Program Highlights

Program Dates

June 21 – July 25, 2025

Faculty Director

Dr. Graham Culbertson, Department of English and Comparative Literature  

Dr. Culbertson has been exploring the connections between philosophy and pop culture since his dissertation on the connections between social progressivism, culture, and literature. He currently focuses his research and public humanities work at the expression of political philosophy in games and fantasy literature. He became particularly interested in explorations of British literary figures and political movements – from the medievalisms of J.R.R. Tolkien and William Morris to radicalism in the English Revolution – through his current work on his academic podcast, Everyday Anarchism 

 

Program Highlights

Although the sun has set on the British empire, fantasy versions of Britain continue to dominate our imagination, with series such as The Lord of the Rings, The Chronicles of Narnia, Discworld, and Harry Potter all selling more than 100 million books worldwide. This course will look at exemplars for each of these four series, studying them both as fantastical tales and as products of British history. We will pay particular attention to the way that imperial conflict, resistance, and revolution shaped these fantasy narratives during the late- and post-imperial periods of British history.

As a residential course spending three weeks in London and three weeks in Oxford, students will have the opportunity to visit many of the locations where these fantasy narratives were composed, including the famous pubs where C.S. Lewis and J.R.R. Tolkien shared their work with colleagues. We will also visit the British Museum, the Imperial War Museum, the Oxford Bodleian library, and other cultural sites to learn about British history and Anglo-Saxon mythology and see how they influenced British fantasy.   

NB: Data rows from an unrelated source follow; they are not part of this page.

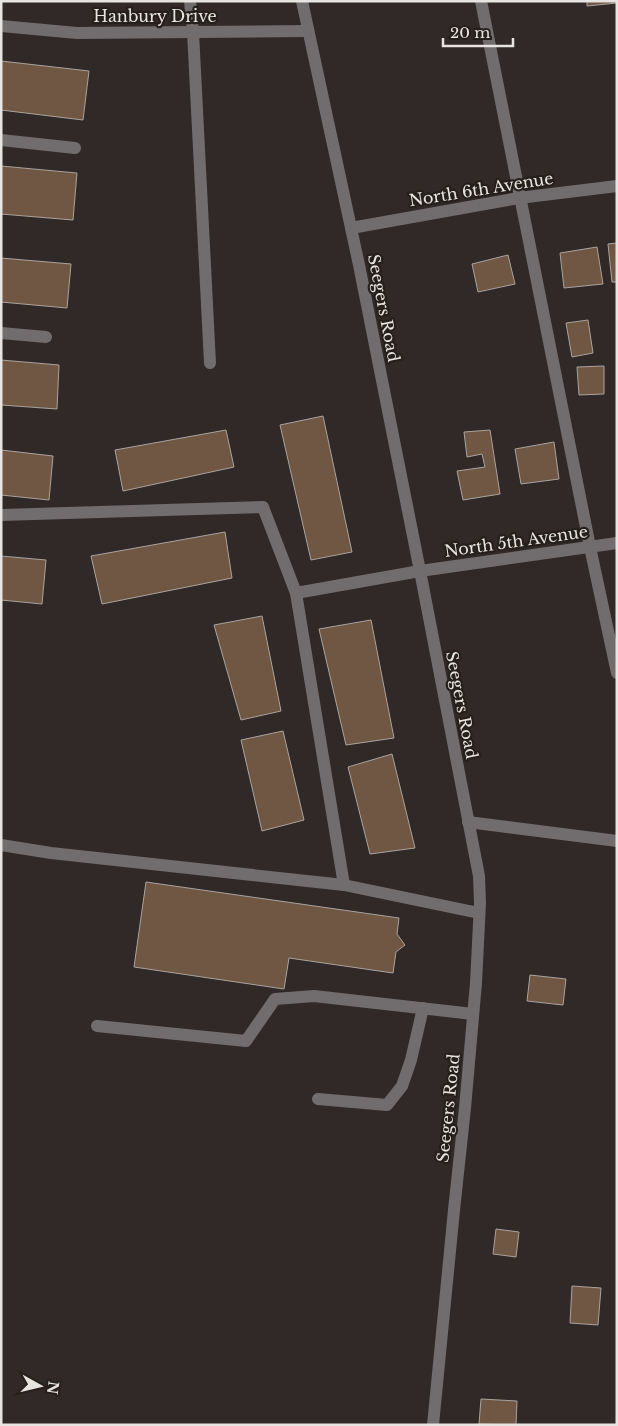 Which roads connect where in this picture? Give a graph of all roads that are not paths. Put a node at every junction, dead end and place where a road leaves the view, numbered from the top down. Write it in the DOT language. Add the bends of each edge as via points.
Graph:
graph roads {
  1 [pos="190,1"];
  2 [pos="302,1"];
  3 [pos="481,1"];
  4 [pos="1,26"];
  5 [pos="308,31"];
  6 [pos="193,32"];
  7 [pos="1,140"];
  8 [pos="75,148"];
  9 [pos="617,186"];
  10 [pos="519,198"];
  11 [pos="351,228"];
  12 [pos="1,333"];
  13 [pos="46,337"];
  14 [pos="210,362"];
  15 [pos="1,515"];
  16 [pos="617,543"];
  17 [pos="590,547"];
  18 [pos="420,571"];
  19 [pos="296,593"];
  20 [pos="617,673"];
  21 [pos="468,822"];
  22 [pos="617,841"];
  23 [pos="1,845"];
  24 [pos="344,885"];
  25 [pos="479,913"];
  26 [pos="423,1008"];
  27 [pos="473,1014"];
  28 [pos="97,1026"];
  29 [pos="318,1099"];
  30 [pos="433,1425"];
  1 -- 6 [label="street"];
  2 -- 5 [label="street, Seegers Road"];
  3 -- 10 [label="street"];
  4 -- 6 [label="street, Hanbury Drive" via="77,33"];
  5 -- 6 [label="street, Hanbury Drive"];
  5 -- 11 [label="street, Seegers Road"];
  6 -- 14 [label="street"];
  7 -- 8 [label="street"];
  9 -- 10 [label="street, North 6th Avenue"];
  10 -- 11 [label="street, North 6th Avenue"];
  10 -- 17 [label="street"];
  11 -- 18 [label="street, Seegers Road"];
  12 -- 13 [label="street"];
  15 -- 19 [label="street" via="263,507"];
  16 -- 17 [label="street, North 5th Avenue"];
  17 -- 18 [label="street, North 5th Avenue"];
  17 -- 20 [label="street"];
  18 -- 19 [label="street, North 5th Avenue"];
  18 -- 21 [label="street, Seegers Road"];
  19 -- 24 [label="street"];
  21 -- 22 [label="street"];
  21 -- 25 [label="street, Seegers Road" via="479,876"];
  23 -- 24 [label="street"];
  24 -- 25 [label="street"];
  25 -- 27 [label="street, Seegers Road"];
  26 -- 27 [label="street"];
  26 -- 28 [label="street" via="314,996 275,999 246,1041"];
  26 -- 29 [label="street" via="402,1086 387,1105"];
  27 -- 30 [label="street, Seegers Road"];
} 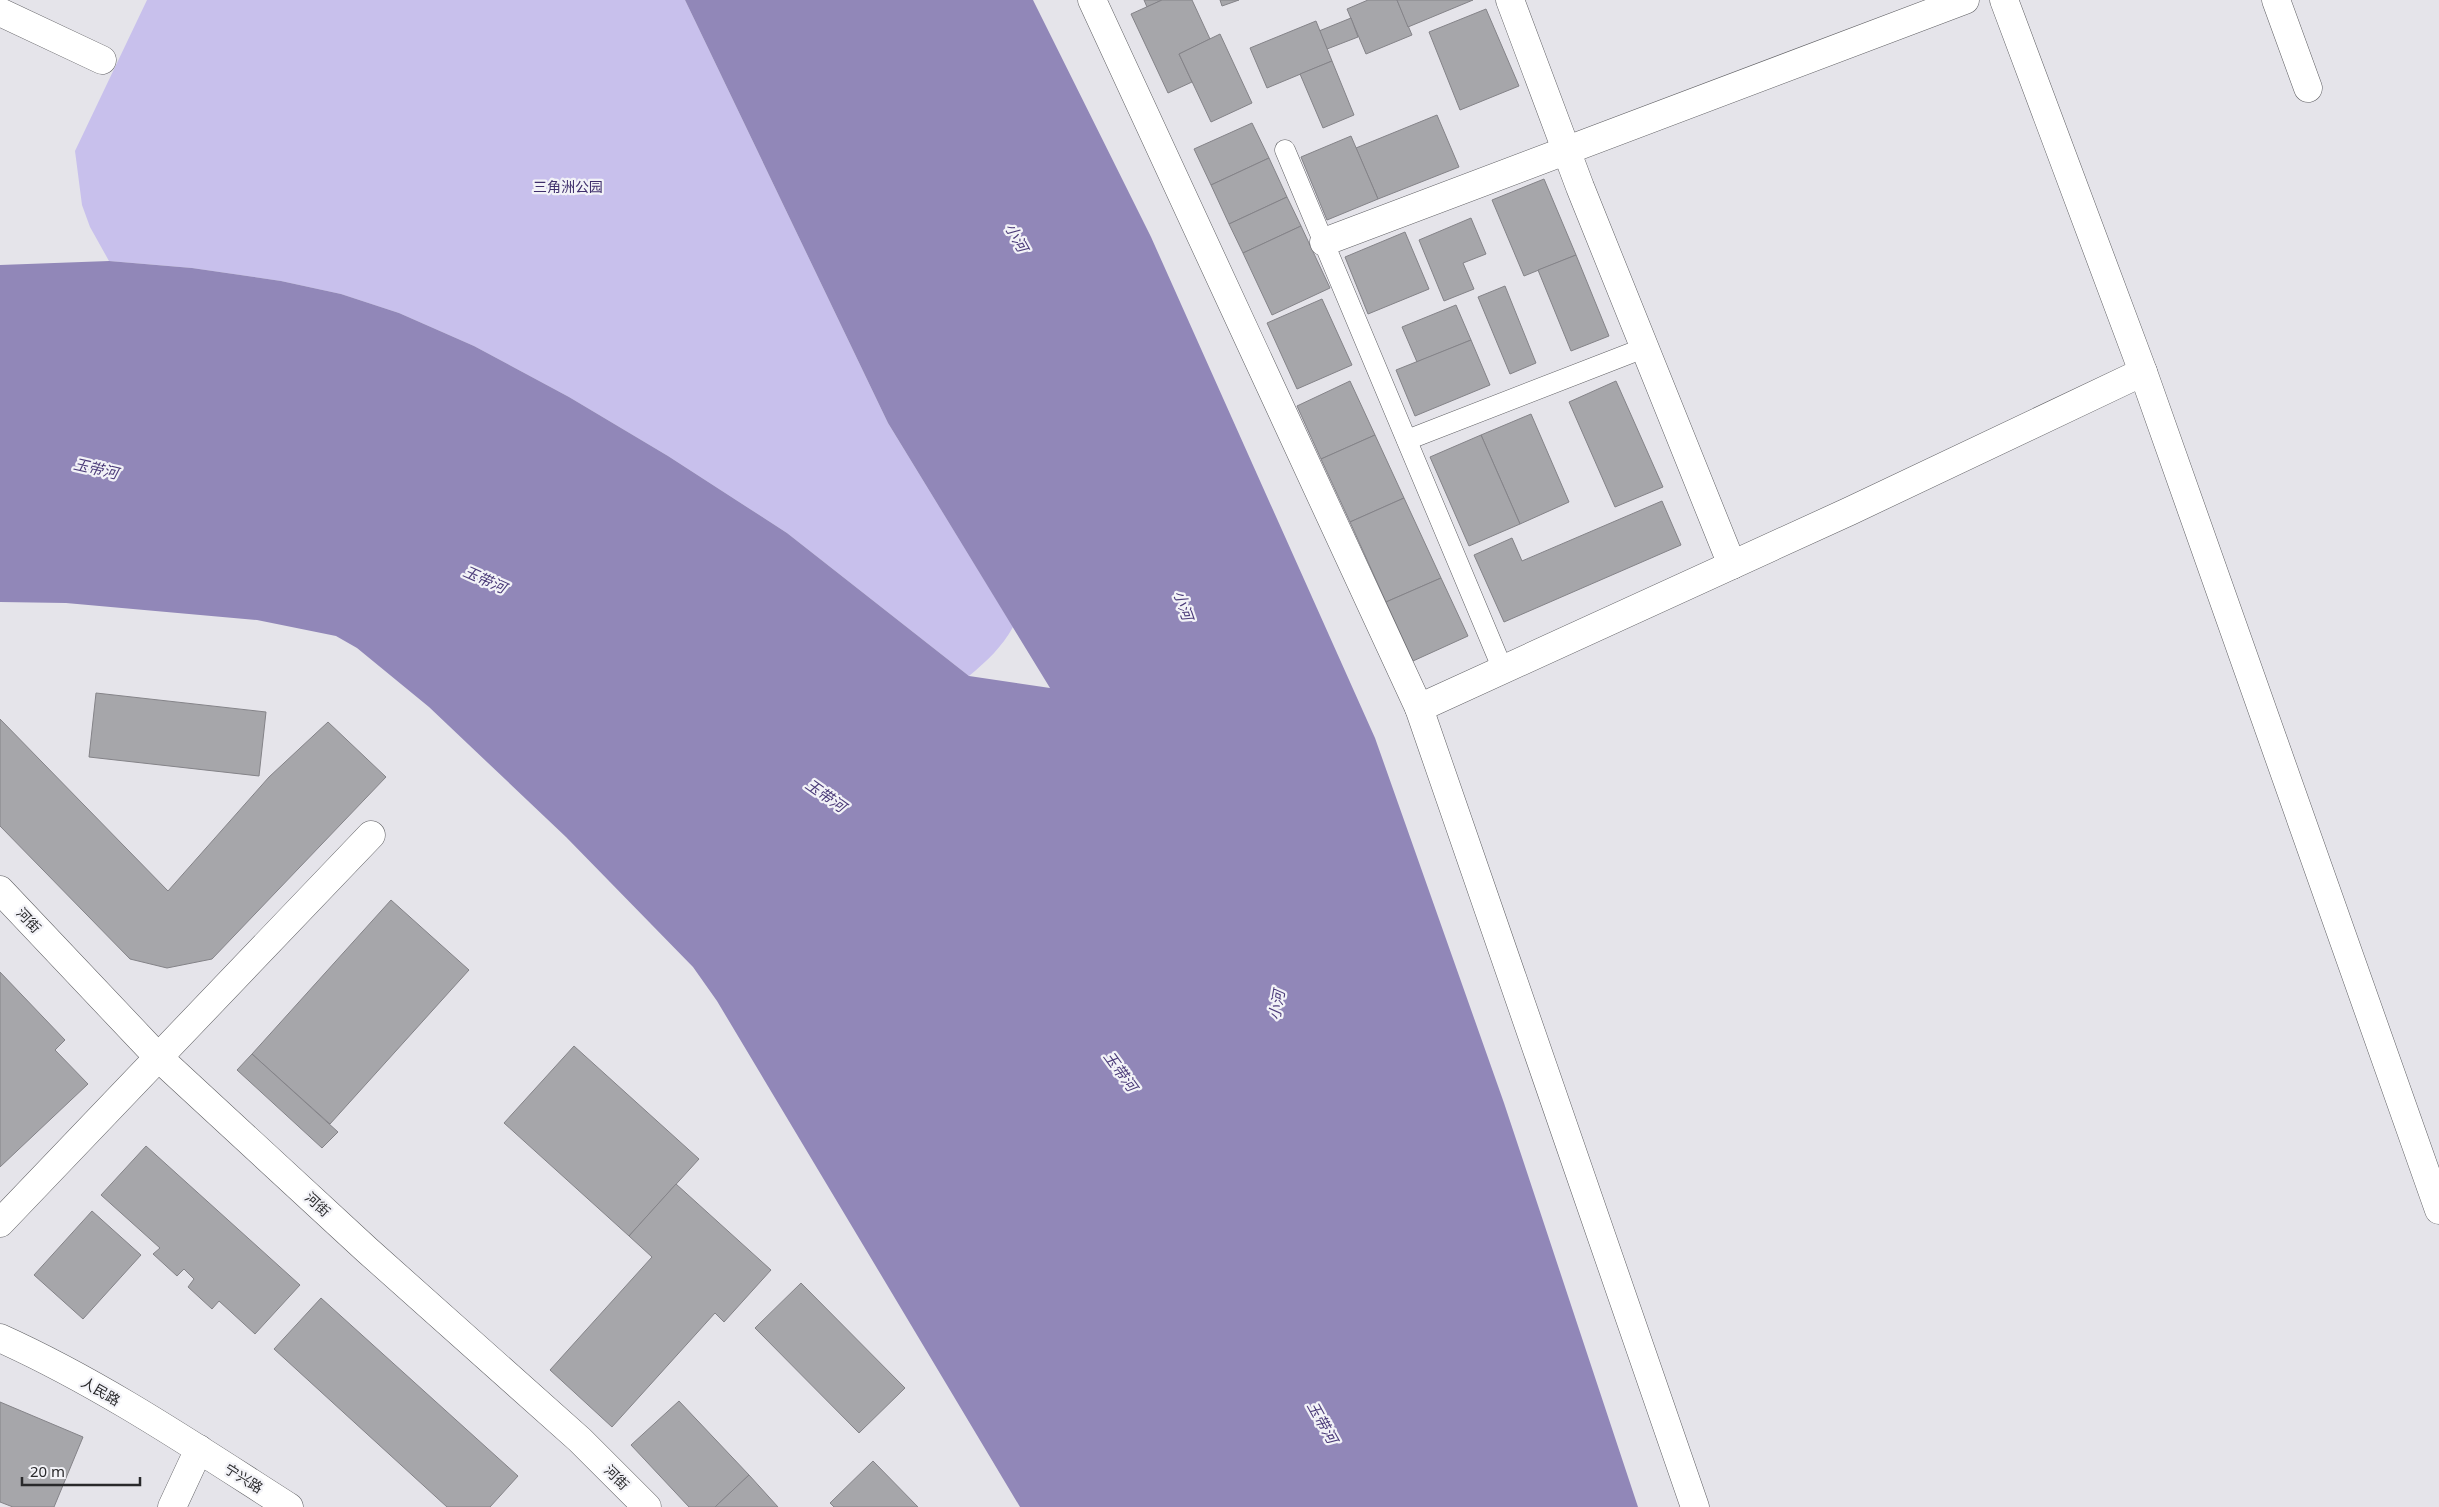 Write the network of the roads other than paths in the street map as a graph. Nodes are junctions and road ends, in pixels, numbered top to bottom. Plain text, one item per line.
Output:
1 (1092, 0) edge
2 (1510, 0) edge
3 (1965, 0) edge
4 (2004, 0) edge
5 (2276, 0) edge
6 (0, 12) edge
7 (102, 60) dead end
8 (2308, 88) dead end
9 (1285, 150) dead end
10 (1567, 150) junction
11 (1324, 242) junction
12 (1644, 348) junction
13 (2143, 372) junction
14 (1407, 440) junction
15 (1732, 565) junction
16 (1503, 670) junction
17 (1419, 708) junction
18 (371, 835) dead end
19 (0, 890) edge
20 (158, 1057) junction
21 (2439, 1210) edge
22 (0, 1223) edge
23 (0, 1338) edge
24 (199, 1449) junction
25 (172, 1507) edge
26 (289, 1507) edge
27 (647, 1507) edge
28 (1695, 1507) edge

1 - 17 street
2 - 10 street
3 - 10 street
4 - 13 street
5 - 8 street
6 - 7 street
9 - 11 lane
10 - 11 street
10 - 12 street
11 - 14 lane
12 - 14 lane
12 - 15 street
13 - 15 street
13 - 21 street
14 - 16 lane
15 - 16 street
16 - 17 street
17 - 28 street
18 - 20 street
19 - 20 street, 河街
20 - 22 street
20 - 27 street, 河街
23 - 24 street, 人民路
24 - 25 street
24 - 26 street, 宁兴路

London and Oxford in particular have also been used as filming locations, either as fictionalized versions of themselves or as stand-ins for fictional places (Oxford University standing in for Hogwarts, for example). Using Umberto Eco’s concept of “hyperreality” as a guide, we will encounter the “real” places that became the Shire and Ankh-Morpork, and compare them to their fictional counterparts. In course assignments, students will interrogate what is lost and what is gained when fictional places subsume real ones in the global imagination, and how the messy realities of empire and revolution become hyperreal stories of good vs. evil. This work on hyperreality will culminate in a visit to the Warner Bros. Studio Tour London: The Making of Harry Potter, to see a real place that is based on the fictional Hogwarts that is based on the real Oxford.